Alexander von Plato zeigt in seinem Beitrag eine „Überkreuzentwicklung“ der Opferhierarchien beider autoritärer Systeme auf. Diese Entwicklung, so konstatiert er, hängt stark von politischen Veränderungen und aktuellen erinnerungspolitischen Interessen ab. Auch Christian Schneider thematisiert das Vorhandensein von Opferhierarchien. Diese führen wiederum zu einer Hierarchisierung von Leidenserfahrungen und zu einem „Empathieverbot“ auf Seiten der Nachgeborenen, wie der Autor zu zeigen versucht. In diesem Sinne versucht er einen psychoanalytischen Blick auf Generationenkonflikte und die damit verbundenen Auswirkungen auf die Geschichtsdeutung zu eröffnen. Norbert Frei stellt schließlich eine Verbindung zwischen der Erfahrung des Nationalsozialismus und folgenden Kriegen (wie im Kosovo und im Irak) her. Er konstatiert hierbei, dass es im Zuge neuer deutscher Kriegsbeteiligungen zu einer Umcodierung des Lehrsatzes „Nie wieder Krieg“ hin zu „Nie wieder Auschwitz“ gekommen sei. Anhand dieser Feststellung zeigt er außerdem die unterschiedlichen Phasen der NS-Aufarbeitung in der BRD seit 1945 auf.

Fazit

Der Band bietet eine ausführliche Einführung in die Geschichte der Speziallager und ihrer wissenschaftlichen und erinnerungskulturellen Aufarbeitung. Er bietet daher eine gute Möglichkeit, um sich einen Überblick über die verschiedenen Debatten zu verschaffen und einen Einblick in den aktuellen Forschungsstand zu erhalten. Es wird in den verschiedenen Beiträgen immer wieder deutlich, dass die Autor/innen klar im Feld der Forschung und erinnerungspolitischen Aufarbeitung der Speziallager zu verorten sind. Aus diesem Grunde ist eine sehr klare Schwerpunktsetzung erkennbar, die die nationalsozialistische Vergangenheit teilweise ausschließt. In mehreren Beiträgen wird die Forderung nach regimevergleichenden Forschungsarbeiten laut, wohingegen selten Möglichkeiten zur Vermeidung von Gleichsetzungen aufgezeigt werden, auch wenn dies dennoch von allen Autor/innen als wichtiges Ziel herausgearbeitet wird. Es ist daher zu empfehlen, den Band in Verbindung mit weiterführender Literatur, die noch andere Perspektiven aufzeigt, zu bearbeiten.

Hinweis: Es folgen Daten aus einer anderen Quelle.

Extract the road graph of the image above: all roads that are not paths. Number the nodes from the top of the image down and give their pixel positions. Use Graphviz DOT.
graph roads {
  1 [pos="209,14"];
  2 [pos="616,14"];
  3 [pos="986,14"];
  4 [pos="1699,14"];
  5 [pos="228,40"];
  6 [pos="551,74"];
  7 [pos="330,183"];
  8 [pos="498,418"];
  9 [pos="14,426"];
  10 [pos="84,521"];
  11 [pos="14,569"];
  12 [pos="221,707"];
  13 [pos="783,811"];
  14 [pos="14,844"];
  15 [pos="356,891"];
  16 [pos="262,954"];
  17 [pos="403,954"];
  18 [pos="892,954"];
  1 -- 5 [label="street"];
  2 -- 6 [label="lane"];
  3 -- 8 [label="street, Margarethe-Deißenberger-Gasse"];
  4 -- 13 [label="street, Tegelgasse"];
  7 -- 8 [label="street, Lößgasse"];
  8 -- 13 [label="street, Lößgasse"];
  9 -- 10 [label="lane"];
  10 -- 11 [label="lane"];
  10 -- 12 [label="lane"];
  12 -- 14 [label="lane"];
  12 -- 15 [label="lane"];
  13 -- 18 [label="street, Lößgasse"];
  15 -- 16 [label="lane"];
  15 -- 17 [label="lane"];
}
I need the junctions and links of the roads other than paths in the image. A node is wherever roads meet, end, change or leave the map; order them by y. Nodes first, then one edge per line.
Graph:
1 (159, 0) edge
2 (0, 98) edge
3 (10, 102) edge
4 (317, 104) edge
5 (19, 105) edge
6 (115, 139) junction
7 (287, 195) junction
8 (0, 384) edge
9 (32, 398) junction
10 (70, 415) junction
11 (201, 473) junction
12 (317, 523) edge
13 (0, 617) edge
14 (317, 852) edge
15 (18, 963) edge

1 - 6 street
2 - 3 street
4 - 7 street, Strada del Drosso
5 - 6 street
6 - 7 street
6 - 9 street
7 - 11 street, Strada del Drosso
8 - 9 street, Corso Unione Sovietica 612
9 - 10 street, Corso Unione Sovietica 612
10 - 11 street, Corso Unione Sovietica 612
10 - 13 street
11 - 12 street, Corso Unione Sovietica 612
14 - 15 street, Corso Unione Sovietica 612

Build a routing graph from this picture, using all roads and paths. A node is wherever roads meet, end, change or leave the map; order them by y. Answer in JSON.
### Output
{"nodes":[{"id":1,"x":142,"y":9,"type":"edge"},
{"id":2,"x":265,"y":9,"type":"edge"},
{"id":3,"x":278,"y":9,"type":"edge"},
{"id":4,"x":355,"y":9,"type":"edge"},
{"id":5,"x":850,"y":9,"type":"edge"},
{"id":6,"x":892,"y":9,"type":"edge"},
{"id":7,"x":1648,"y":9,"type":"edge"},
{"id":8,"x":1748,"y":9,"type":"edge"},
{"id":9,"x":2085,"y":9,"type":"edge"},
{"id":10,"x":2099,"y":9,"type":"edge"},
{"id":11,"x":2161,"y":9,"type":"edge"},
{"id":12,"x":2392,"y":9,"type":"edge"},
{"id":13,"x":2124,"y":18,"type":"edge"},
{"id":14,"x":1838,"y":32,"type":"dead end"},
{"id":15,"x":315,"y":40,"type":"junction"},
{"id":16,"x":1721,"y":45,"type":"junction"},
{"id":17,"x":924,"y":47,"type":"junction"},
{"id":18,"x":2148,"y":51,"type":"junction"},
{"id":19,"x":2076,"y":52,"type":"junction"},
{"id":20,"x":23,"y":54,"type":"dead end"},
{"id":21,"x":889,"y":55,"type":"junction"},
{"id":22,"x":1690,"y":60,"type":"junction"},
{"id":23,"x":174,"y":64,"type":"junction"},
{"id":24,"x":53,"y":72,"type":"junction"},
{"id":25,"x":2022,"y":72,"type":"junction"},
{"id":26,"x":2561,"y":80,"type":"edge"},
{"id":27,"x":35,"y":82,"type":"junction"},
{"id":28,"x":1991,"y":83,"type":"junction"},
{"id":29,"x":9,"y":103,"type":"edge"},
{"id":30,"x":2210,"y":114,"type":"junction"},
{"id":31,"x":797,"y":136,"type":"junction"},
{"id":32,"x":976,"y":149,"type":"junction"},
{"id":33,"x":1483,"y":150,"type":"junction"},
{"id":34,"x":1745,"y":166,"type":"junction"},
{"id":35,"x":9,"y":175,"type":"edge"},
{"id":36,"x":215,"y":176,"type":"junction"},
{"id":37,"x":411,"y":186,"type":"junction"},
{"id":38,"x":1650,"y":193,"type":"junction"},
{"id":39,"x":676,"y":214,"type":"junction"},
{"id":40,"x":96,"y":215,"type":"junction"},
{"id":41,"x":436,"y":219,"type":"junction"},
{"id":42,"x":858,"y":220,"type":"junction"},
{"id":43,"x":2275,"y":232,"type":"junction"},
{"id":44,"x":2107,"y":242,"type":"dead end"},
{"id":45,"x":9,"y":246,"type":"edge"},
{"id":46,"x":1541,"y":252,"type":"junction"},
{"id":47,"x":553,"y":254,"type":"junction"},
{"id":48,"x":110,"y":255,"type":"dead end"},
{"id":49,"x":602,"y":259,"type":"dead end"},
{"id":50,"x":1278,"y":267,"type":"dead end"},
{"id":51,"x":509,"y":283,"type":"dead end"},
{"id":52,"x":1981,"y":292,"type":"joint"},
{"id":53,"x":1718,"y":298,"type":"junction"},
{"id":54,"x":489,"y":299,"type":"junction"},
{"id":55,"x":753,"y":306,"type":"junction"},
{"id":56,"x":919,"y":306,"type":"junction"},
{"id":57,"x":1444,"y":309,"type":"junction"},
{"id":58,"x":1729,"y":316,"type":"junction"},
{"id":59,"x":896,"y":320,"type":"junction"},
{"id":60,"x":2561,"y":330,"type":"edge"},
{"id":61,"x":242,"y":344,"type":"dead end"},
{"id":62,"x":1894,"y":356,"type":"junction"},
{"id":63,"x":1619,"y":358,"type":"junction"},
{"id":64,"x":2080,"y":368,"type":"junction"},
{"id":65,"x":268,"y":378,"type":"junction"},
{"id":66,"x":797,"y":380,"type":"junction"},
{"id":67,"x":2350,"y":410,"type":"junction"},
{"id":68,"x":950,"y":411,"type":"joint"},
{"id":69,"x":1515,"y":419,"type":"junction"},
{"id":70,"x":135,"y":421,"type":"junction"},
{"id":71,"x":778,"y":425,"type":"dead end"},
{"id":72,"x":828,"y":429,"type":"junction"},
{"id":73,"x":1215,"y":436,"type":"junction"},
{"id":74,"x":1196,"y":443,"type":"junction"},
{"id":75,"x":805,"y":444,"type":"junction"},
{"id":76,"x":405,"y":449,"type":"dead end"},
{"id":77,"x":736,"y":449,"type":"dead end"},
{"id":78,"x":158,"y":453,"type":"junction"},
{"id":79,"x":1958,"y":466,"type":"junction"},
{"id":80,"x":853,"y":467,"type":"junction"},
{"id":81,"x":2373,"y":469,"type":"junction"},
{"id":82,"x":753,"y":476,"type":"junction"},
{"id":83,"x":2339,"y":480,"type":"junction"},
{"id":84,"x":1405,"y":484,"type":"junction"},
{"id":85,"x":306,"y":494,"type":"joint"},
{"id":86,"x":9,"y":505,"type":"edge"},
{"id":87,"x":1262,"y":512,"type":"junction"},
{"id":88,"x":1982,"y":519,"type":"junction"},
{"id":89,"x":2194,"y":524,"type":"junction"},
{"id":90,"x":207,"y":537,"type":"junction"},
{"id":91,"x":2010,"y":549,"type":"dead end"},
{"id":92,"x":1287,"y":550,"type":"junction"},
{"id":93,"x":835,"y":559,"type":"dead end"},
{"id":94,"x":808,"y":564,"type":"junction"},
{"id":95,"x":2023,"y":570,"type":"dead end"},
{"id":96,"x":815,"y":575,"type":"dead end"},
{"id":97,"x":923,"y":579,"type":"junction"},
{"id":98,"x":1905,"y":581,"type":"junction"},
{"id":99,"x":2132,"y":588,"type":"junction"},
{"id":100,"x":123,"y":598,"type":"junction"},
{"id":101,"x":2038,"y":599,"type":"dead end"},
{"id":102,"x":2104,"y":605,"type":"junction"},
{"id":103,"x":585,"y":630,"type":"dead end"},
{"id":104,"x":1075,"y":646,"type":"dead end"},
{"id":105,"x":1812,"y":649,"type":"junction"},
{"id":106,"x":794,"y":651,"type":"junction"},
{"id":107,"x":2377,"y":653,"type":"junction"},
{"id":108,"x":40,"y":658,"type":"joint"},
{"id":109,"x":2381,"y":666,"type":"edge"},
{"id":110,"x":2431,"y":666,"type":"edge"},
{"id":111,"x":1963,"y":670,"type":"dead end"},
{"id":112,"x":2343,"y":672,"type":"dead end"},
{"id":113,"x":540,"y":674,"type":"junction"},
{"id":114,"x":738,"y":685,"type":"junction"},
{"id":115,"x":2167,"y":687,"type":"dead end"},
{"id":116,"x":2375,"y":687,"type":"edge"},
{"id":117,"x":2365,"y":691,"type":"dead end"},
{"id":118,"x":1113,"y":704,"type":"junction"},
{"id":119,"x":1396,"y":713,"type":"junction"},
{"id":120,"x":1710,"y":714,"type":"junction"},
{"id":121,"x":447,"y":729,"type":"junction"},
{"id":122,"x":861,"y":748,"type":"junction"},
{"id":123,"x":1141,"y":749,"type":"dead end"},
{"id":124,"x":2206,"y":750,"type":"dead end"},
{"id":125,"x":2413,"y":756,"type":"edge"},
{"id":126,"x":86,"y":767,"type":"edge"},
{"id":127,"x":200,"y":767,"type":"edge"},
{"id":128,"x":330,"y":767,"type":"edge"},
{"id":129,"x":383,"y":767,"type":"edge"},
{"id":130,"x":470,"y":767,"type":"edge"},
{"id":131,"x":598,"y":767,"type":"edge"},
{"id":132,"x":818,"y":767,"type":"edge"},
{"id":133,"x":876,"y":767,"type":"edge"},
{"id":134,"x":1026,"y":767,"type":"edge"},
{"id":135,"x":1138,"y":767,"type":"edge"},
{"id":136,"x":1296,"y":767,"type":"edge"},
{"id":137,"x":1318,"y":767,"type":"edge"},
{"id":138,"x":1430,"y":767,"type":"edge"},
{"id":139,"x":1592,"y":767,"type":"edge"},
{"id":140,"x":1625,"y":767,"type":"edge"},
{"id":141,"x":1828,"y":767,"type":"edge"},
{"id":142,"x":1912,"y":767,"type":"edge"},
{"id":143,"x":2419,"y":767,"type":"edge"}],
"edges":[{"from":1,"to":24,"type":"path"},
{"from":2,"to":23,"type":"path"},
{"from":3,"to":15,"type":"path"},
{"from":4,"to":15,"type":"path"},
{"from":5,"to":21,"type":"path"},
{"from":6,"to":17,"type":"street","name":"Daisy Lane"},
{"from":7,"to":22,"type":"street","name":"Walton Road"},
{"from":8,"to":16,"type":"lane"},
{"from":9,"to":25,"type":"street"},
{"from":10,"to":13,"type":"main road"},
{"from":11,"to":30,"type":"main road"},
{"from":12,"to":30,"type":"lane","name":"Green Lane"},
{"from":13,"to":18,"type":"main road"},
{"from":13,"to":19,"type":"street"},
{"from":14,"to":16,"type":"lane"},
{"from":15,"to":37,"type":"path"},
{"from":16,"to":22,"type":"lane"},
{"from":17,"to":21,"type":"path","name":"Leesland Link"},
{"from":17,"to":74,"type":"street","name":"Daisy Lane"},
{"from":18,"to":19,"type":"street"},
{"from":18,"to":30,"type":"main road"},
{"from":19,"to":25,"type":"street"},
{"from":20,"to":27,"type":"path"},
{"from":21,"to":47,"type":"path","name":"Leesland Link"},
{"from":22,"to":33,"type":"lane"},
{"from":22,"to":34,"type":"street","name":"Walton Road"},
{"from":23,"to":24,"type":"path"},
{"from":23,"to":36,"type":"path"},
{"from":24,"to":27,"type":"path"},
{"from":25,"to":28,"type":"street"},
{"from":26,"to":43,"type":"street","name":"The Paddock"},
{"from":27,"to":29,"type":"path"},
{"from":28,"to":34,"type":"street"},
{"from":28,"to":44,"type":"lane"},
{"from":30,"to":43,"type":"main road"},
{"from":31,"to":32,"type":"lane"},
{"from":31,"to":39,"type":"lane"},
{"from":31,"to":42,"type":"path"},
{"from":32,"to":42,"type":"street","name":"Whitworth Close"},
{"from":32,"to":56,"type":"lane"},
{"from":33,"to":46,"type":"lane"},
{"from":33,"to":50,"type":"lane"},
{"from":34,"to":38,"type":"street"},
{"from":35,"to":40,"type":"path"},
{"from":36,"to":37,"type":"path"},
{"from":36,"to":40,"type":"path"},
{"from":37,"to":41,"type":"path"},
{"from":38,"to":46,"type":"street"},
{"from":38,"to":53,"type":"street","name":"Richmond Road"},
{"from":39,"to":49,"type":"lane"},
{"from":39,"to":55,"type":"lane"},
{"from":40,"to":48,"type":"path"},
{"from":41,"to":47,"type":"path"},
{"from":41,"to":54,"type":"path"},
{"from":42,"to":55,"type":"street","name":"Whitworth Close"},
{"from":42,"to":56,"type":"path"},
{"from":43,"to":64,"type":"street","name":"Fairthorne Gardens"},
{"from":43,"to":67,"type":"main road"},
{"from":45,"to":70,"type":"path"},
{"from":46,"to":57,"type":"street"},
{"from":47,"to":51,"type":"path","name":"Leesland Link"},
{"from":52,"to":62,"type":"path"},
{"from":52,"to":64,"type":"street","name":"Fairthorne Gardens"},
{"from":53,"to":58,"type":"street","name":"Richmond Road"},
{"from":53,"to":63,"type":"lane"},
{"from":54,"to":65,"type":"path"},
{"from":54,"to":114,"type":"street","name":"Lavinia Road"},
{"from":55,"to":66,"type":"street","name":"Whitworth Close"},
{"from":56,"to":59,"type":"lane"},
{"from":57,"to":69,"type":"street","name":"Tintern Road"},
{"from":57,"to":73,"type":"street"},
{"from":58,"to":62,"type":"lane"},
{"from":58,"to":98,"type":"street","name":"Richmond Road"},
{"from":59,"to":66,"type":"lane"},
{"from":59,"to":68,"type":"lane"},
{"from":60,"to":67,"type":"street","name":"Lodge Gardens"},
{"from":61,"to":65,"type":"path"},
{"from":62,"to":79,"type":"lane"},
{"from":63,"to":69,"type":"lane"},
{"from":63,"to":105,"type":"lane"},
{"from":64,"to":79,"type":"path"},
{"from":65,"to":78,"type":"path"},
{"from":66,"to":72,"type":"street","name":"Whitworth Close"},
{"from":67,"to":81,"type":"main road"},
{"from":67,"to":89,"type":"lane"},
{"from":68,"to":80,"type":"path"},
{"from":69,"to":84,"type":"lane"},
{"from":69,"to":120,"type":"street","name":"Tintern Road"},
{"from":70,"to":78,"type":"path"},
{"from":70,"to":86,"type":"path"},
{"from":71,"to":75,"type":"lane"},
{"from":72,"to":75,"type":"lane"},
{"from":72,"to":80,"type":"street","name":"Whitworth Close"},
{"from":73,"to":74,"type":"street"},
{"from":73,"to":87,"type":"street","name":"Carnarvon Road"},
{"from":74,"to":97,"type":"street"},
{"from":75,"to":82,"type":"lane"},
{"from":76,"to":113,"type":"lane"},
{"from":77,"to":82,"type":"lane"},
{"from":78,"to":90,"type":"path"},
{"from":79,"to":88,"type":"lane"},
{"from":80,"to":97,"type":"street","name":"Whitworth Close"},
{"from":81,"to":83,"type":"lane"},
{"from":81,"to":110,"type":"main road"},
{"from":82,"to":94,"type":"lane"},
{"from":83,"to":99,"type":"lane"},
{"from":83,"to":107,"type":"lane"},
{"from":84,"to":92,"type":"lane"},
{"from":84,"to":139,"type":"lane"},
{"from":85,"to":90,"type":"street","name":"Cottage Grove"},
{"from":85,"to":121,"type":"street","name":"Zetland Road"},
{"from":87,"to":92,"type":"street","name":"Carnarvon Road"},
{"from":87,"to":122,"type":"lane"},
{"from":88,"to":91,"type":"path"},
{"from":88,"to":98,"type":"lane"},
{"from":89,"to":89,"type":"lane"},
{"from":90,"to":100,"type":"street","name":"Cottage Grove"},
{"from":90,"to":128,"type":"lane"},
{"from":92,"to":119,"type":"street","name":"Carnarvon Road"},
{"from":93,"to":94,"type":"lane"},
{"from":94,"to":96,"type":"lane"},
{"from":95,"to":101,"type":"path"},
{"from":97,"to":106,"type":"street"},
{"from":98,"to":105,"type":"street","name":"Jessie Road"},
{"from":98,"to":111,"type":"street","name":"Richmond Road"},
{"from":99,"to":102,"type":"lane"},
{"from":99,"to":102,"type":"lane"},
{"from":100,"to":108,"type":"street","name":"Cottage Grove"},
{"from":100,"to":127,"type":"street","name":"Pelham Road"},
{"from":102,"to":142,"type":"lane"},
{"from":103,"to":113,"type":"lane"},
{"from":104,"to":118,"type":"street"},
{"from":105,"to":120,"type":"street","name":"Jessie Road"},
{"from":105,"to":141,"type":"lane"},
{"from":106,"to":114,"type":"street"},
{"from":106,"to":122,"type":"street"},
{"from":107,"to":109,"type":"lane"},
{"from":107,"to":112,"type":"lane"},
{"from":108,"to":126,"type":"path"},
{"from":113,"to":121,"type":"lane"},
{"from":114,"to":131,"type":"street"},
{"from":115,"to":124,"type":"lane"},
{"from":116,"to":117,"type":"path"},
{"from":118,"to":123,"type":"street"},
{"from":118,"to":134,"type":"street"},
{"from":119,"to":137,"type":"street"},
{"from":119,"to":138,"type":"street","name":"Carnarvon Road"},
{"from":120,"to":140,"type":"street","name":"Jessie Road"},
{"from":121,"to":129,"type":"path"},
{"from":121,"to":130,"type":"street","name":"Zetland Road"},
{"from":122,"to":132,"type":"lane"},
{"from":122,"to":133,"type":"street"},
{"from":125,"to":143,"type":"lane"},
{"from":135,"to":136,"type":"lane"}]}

Der Band richtet sich in erster Linie an Mitarbeiter/innen von Gedenkstätten und Träger der politischen Bildung. Aufgrund der akademischen Sprache und der inhaltlich voraussetzungsvollen Texte eignet er sich eher für die didaktische und theoretische Erarbeitung pädagogischer Konzepte, oder für die Nutzung in Hochschulseminaren. Der Besuch einer Gedenkstätte oder die theoretische Auseinandersetzung mit dem Thema kann anhand der Inhalte durch allgemeine oder spezifische Fragen nach der gesellschaftlichen Wahrnehmung und Aufarbeitung von Geschichte bereichert werden. Da es sich bei dem Band um die Dokumentation einer Tagung handelt, die 2005 in der Gedenkstätte Buchenwald stattgefunden hat, kommt es teilweise zu Themendopplungen und -überschneidungen. Es empfiehlt sich daher, einzelne Beiträge schwerpunktmäßig zu behandeln.